The record includes a deposition transcript of the orthopedic qualified medical evaluator (QME), Steven Meier, M.D., wherein he opined that it would be reasonable for her to receive assistance with transportation. (Court’s Exhibit Y, Deposition of Steven Meier, M.D., April 30, 2020, p. 13:3-12.) Dr. Meier as the QME is prohibited from commenting on any disputed medical treatment issue. (Cal. Code Regs., tit. 8, § 35.5(g)(2).) Consequently, his opinion was not considered in evaluating the record regarding the medical necessity of this recommendation.

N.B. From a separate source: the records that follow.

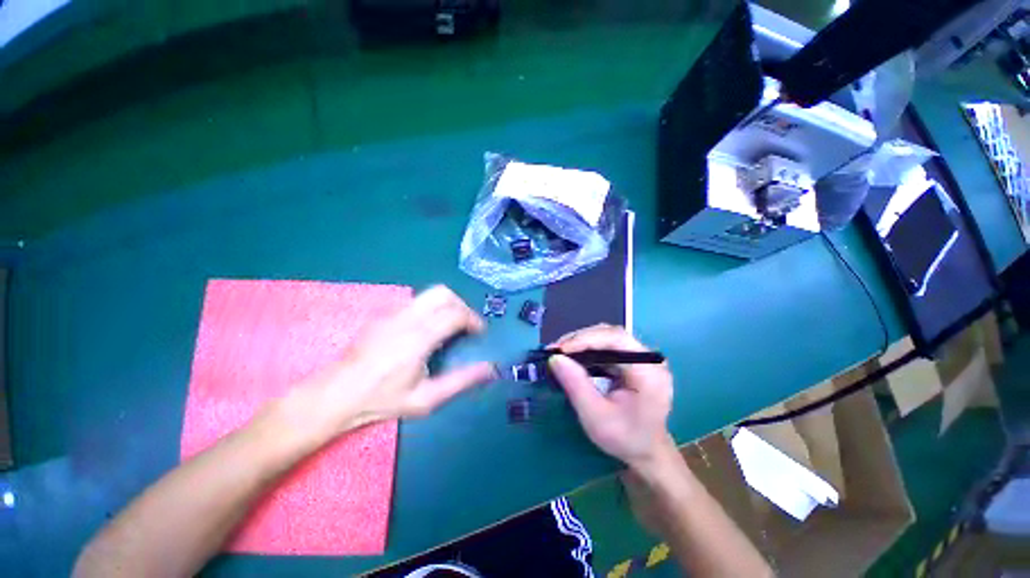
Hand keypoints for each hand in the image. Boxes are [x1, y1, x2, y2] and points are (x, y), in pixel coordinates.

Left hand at [291, 285, 495, 438]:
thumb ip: (462, 380)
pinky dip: (431, 309)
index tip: (480, 333)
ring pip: (429, 294)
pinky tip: (427, 331)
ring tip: (450, 326)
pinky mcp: (384, 314)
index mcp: (418, 338)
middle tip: (466, 325)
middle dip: (462, 305)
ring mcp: (392, 313)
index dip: (473, 320)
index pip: (455, 314)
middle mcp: (405, 318)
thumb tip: (491, 369)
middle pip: (443, 293)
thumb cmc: (382, 400)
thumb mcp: (426, 399)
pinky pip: (416, 302)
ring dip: (447, 305)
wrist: (336, 394)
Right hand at [548, 324, 674, 471]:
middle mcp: (648, 358)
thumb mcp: (596, 417)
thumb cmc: (625, 438)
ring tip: (560, 352)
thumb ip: (576, 385)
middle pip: (611, 334)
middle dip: (580, 339)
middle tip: (555, 350)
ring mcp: (641, 358)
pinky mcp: (632, 361)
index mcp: (649, 371)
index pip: (617, 339)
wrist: (647, 451)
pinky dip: (587, 349)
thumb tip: (555, 358)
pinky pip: (607, 346)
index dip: (587, 339)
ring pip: (607, 337)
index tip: (561, 349)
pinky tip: (573, 355)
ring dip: (581, 342)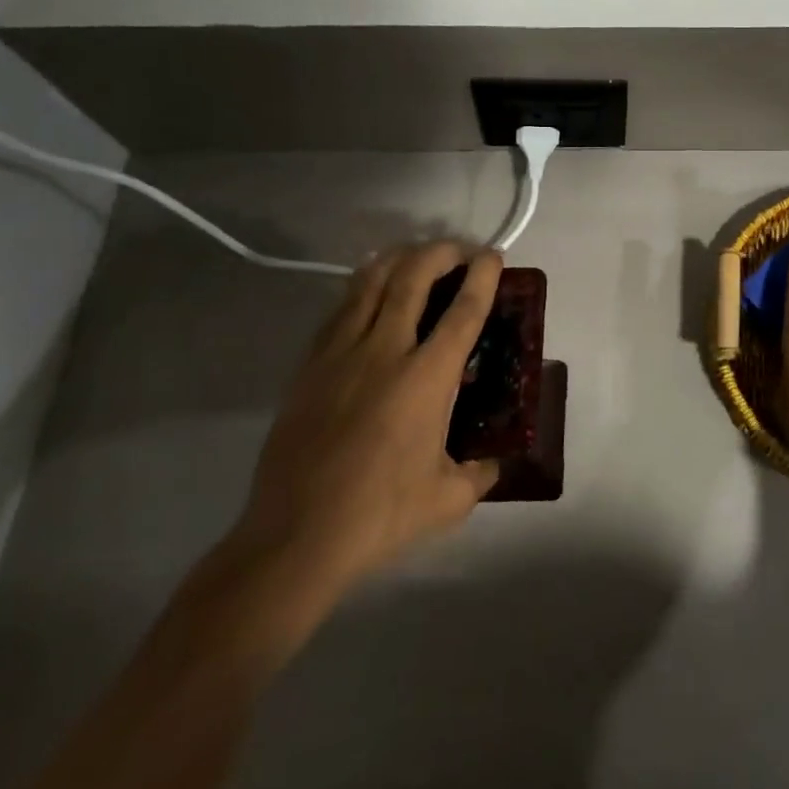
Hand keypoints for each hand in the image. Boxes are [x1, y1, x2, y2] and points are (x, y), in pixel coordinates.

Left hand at [227, 242, 503, 617]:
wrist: (296, 536)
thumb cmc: (380, 516)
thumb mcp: (449, 500)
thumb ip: (479, 473)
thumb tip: (493, 462)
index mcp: (426, 378)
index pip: (463, 311)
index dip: (482, 276)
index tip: (492, 256)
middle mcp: (384, 351)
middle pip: (413, 276)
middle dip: (441, 252)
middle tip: (458, 251)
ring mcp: (340, 354)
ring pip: (369, 282)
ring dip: (398, 259)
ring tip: (415, 258)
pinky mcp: (309, 366)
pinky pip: (339, 310)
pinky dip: (362, 289)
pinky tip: (370, 294)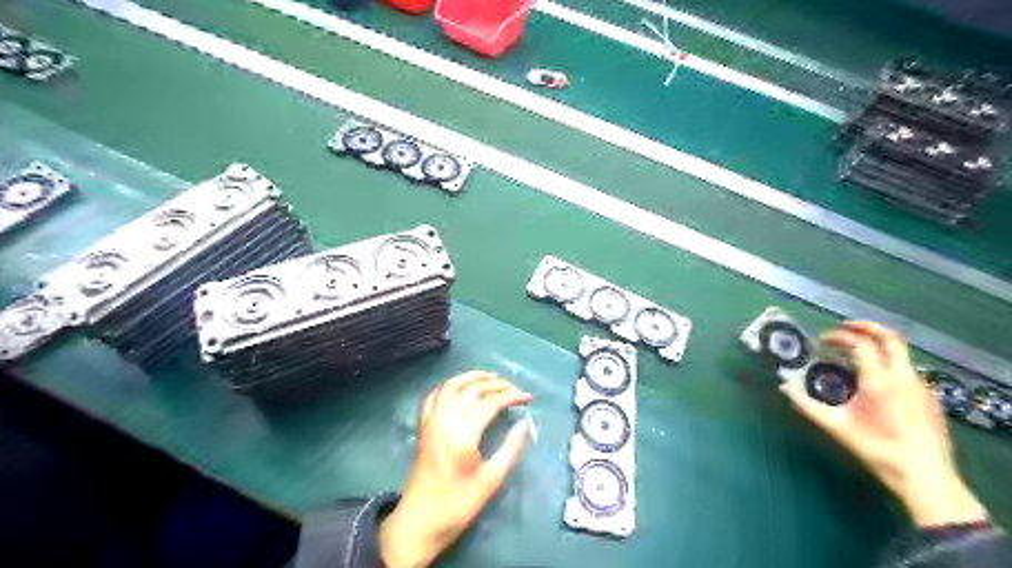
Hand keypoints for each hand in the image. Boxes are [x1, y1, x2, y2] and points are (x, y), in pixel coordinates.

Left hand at [379, 370, 532, 565]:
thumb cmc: (458, 505)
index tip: (528, 398)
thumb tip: (525, 424)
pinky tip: (460, 387)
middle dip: (496, 384)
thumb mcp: (491, 481)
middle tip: (515, 388)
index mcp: (462, 437)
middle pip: (471, 390)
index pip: (489, 403)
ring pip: (451, 387)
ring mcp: (430, 423)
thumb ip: (510, 450)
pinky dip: (449, 386)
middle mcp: (444, 423)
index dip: (511, 396)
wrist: (419, 523)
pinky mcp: (423, 427)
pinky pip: (434, 396)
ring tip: (491, 376)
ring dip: (472, 377)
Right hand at [776, 323, 984, 524]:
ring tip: (855, 351)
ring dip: (877, 344)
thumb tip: (784, 387)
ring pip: (901, 352)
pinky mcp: (929, 397)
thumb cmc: (876, 449)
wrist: (924, 477)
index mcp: (879, 381)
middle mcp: (903, 377)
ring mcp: (920, 386)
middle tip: (844, 327)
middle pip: (890, 337)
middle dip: (866, 327)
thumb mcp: (835, 427)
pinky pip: (908, 368)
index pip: (860, 344)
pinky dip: (889, 360)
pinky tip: (876, 377)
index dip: (838, 336)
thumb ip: (806, 404)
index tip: (822, 341)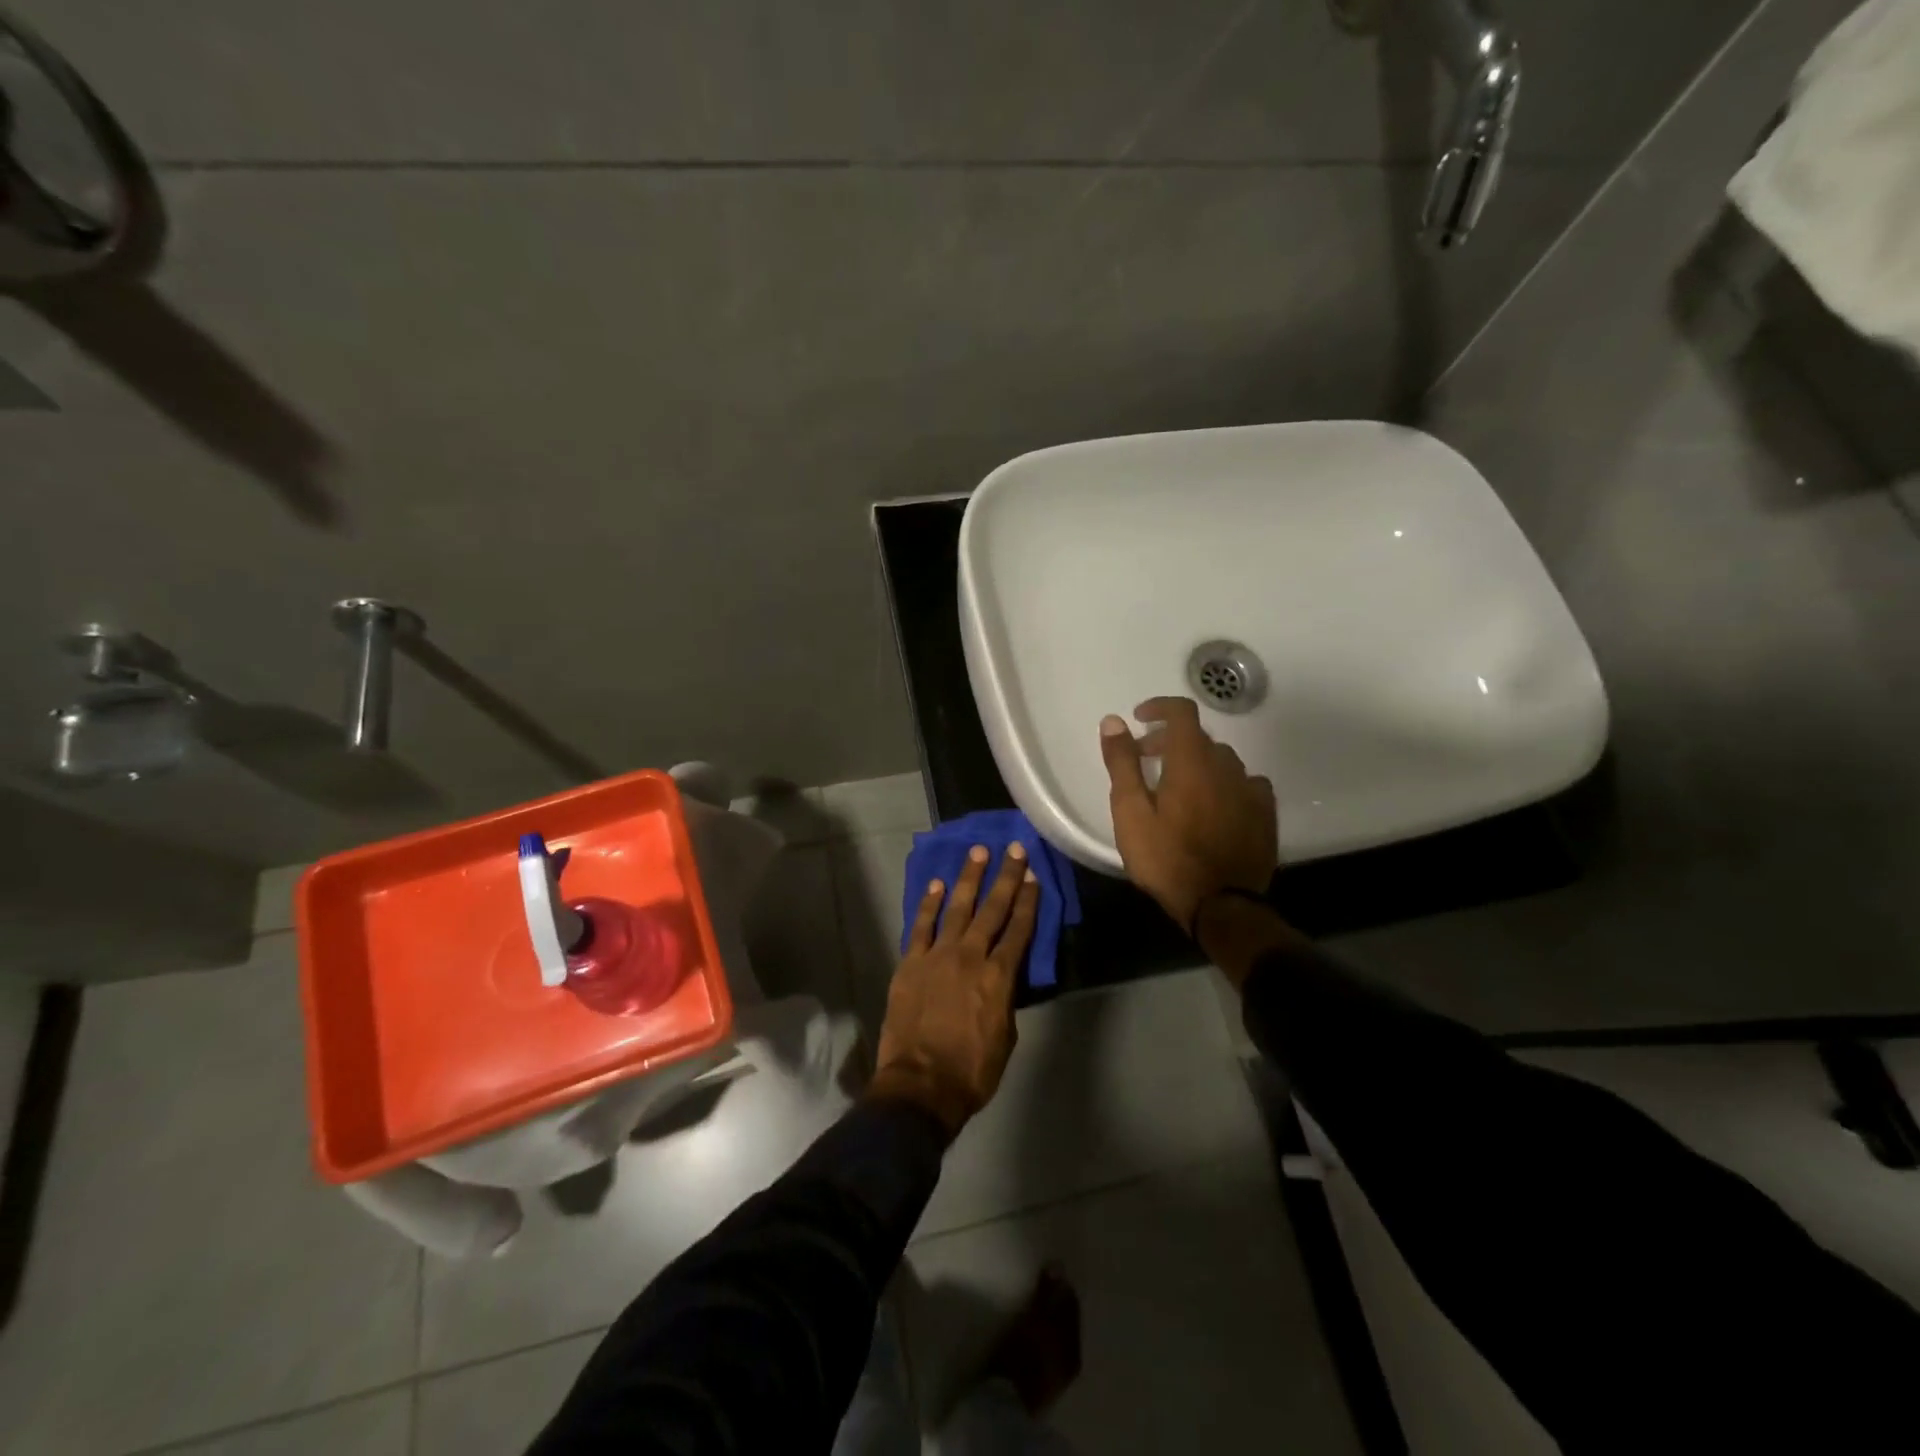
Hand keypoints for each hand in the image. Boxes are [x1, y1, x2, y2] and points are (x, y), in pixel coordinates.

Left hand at [869, 843, 1040, 1136]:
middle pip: (992, 909)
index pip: (1020, 930)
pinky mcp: (910, 963)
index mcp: (999, 977)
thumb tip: (1002, 979)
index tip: (1034, 876)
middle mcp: (970, 956)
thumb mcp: (1005, 1036)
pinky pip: (921, 926)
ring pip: (957, 907)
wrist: (921, 1085)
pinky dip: (930, 903)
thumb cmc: (972, 1070)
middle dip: (1006, 877)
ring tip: (978, 852)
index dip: (1029, 902)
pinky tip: (937, 883)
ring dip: (969, 878)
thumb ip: (1005, 999)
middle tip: (1015, 849)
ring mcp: (937, 956)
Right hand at [1100, 696, 1277, 928]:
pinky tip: (1215, 804)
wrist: (1221, 906)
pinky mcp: (1264, 814)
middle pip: (1198, 738)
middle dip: (1169, 741)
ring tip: (1176, 787)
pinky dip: (1224, 783)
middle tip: (1145, 760)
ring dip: (1197, 762)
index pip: (1182, 712)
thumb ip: (1123, 764)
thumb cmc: (1167, 859)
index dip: (1159, 707)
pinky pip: (1245, 783)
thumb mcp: (1131, 813)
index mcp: (1191, 762)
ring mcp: (1250, 790)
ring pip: (1221, 760)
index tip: (1139, 719)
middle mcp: (1226, 766)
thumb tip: (1114, 721)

In conclusion, we will affirm the F&O.
For the foregoing reasons,
IT IS ORDERED as the Decision After Reconsideration of the Workers’ Compensation Appeals Board that the Findings of Fact and Orders issued by the WCJ on December 18, 2020 is AFFIRMED.
I CONCUR, CRAIG SNELLINGS, COMMISSIONER, JOSé H. RAZO, COMMISSIONER
SERVICE MADE ON THE ABOVE DATE ON THE PERSONS LISTED BELOW AT THEIR ADDRESSES SHOWN ON THE CURRENT OFFICIAL ADDRESS RECORD.